The processor is the hardware component at the center of a modern computer. The processor fetches data from memory and copies it back into memory after having performed computations on it. In the current consumer market, there are processors that can operate on pieces of data that are up to 32 bits in size; more modern processors can operate on 64 bits at a time. The number of bits is an unchangeable characteristic of a given processor, encoded in its circuitry. 64-bit processors can run 32- or 64-bit operating systems (thanks to backwards-compatibility built into their instruction sets), but 32-bit processors can only run 32-bit operating systems. You can easily determine whether your processor and your operating system are running in 32- or 64-bit mode.

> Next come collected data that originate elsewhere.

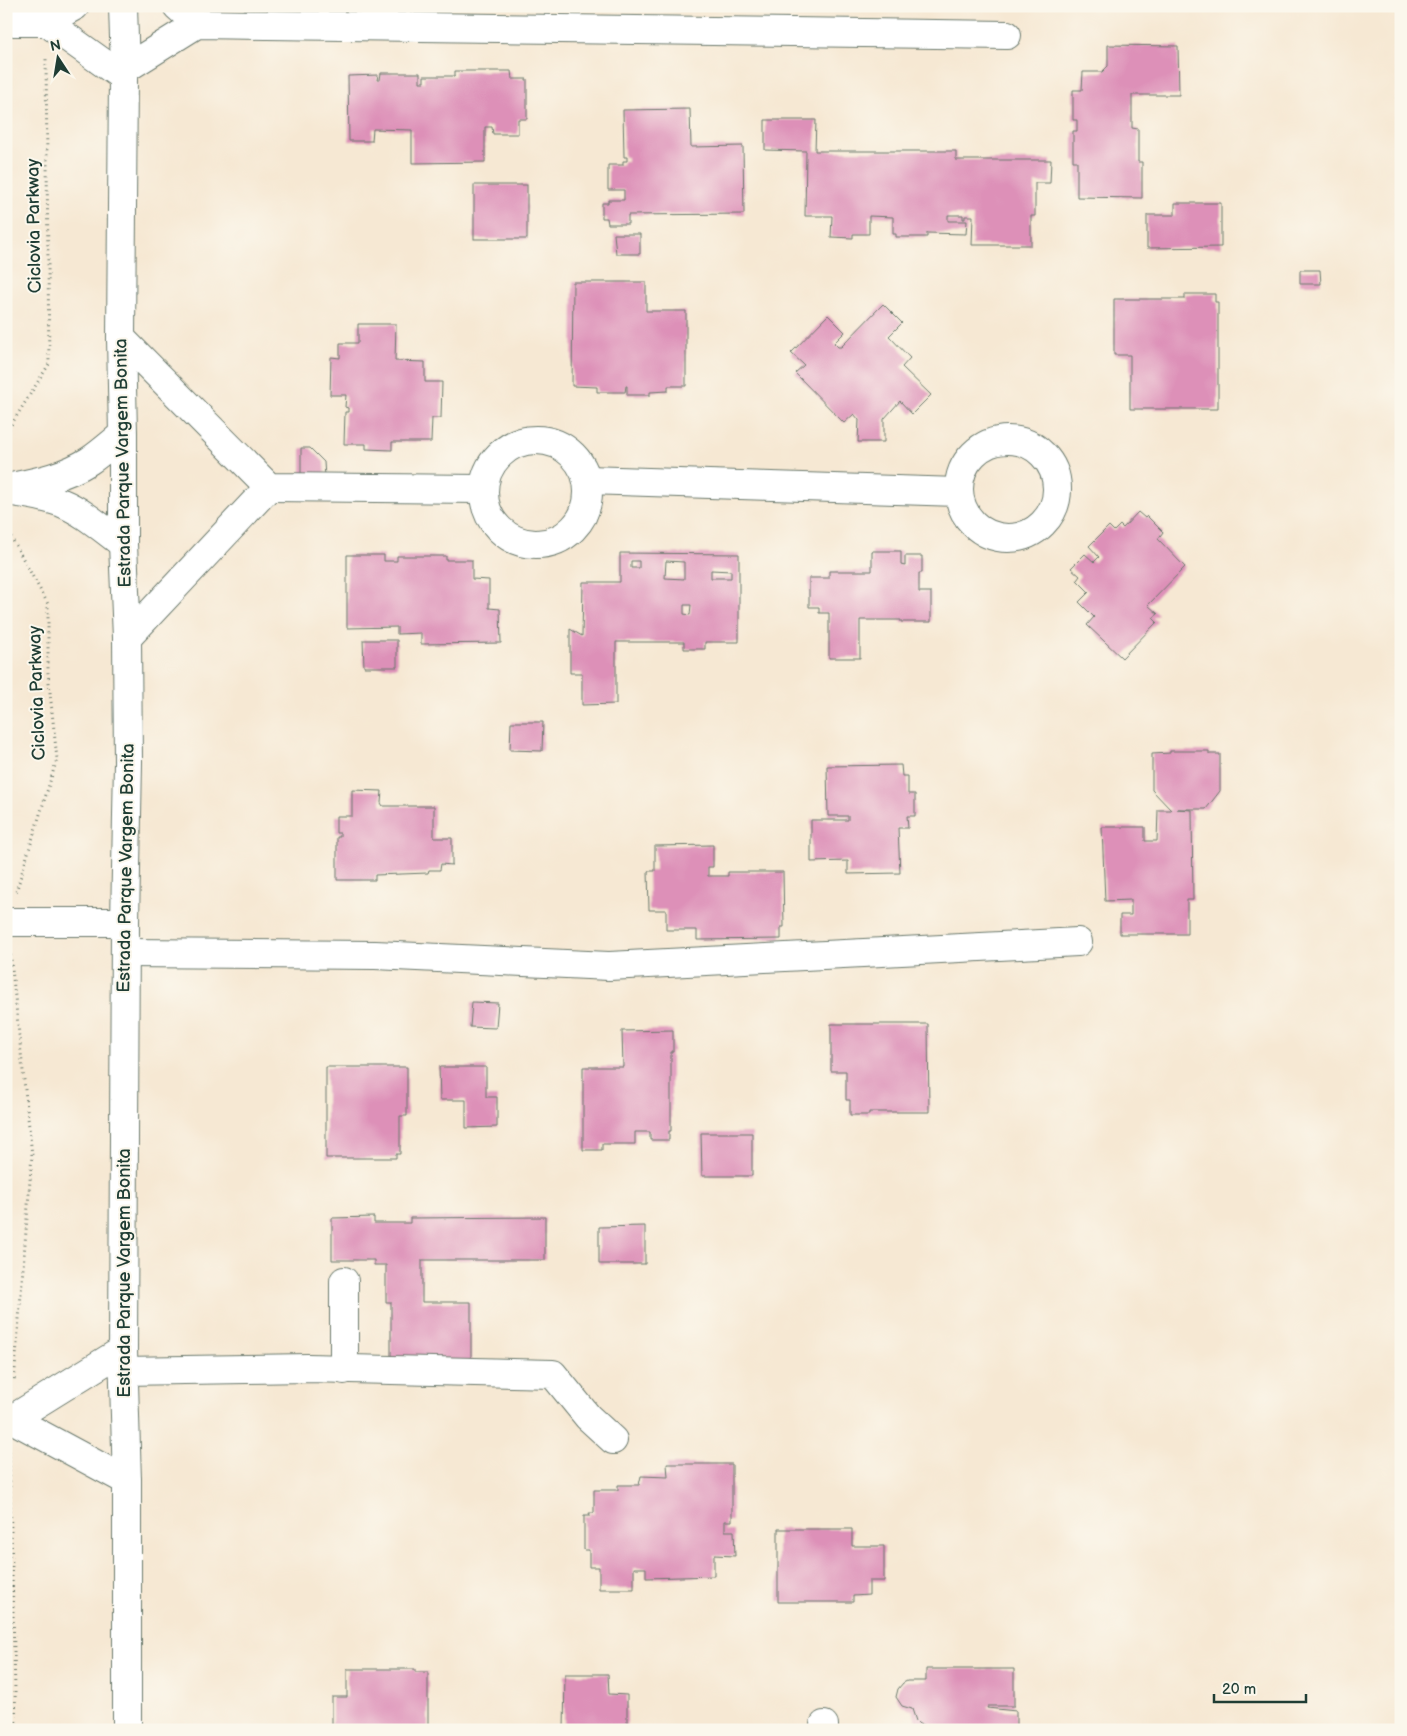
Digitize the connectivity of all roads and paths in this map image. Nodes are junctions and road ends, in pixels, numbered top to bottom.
1 (75, 6) edge
2 (123, 6) edge
3 (177, 6) edge
4 (6, 22) edge
5 (46, 22) junction
6 (197, 24) junction
7 (1007, 35) dead end
8 (124, 73) junction
9 (121, 338) junction
10 (6, 433) edge
11 (123, 434) junction
12 (588, 480) junction
13 (269, 487) junction
14 (6, 489) edge
15 (482, 489) junction
16 (958, 492) dead end
17 (6, 528) edge
18 (123, 544) junction
19 (127, 638) junction
20 (8, 922) edge
21 (125, 922) junction
22 (1078, 942) dead end
23 (125, 954) junction
24 (344, 1281) dead end
25 (123, 1360) junction
26 (344, 1370) junction
27 (9, 1419) edge
28 (613, 1440) dead end
29 (126, 1481) junction
30 (16, 1730) edge
31 (127, 1730) edge

1 - 5 street
2 - 8 street, Estrada Parque Vargem Bonita
3 - 6 street
4 - 5 street
5 - 8 street
5 - 10 path, Ciclovia Parkway
6 - 7 street
6 - 8 street
8 - 9 street, Estrada Parque Vargem Bonita
9 - 11 street, Estrada Parque Vargem Bonita
9 - 13 street
11 - 14 street
11 - 18 street, Estrada Parque Vargem Bonita
12 - 15 street
12 - 15 street
12 - 16 street
13 - 15 street
13 - 19 street
14 - 18 street
17 - 20 path, Ciclovia Parkway
18 - 19 street, Estrada Parque Vargem Bonita
19 - 21 street, Estrada Parque Vargem Bonita
20 - 21 street
20 - 27 path, Ciclovia Parkway
21 - 23 street, Estrada Parque Vargem Bonita
22 - 23 street
23 - 25 street, Estrada Parque Vargem Bonita
24 - 26 street
25 - 26 street
25 - 27 street
25 - 29 street, Estrada Parque Vargem Bonita
26 - 28 street
27 - 29 street
27 - 30 path, Ciclovia Parkway
29 - 31 street, Estrada Parque Vargem Bonita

Click "Start," then click "Run." A Run window will come up. Type "msinfo32.exe" into the Run window, then press "Enter." A System Information window will come up.
Click "System Summary," then search for the line corresponding to the version of Microsoft Windows installed on the computer. If it contains the indicator "x86," then you are running 32-bit Windows. If it contains the indicator "x64," you are running 64-bit Windows.
Click "Hardware Resources," then search for the line corresponding to the processor ("CPU") in the system. If it contains the indicator "x64," you have a 64-bit processor. If it contains the indicator "x86," you have a 32-bit processor that can only run 32-bit software.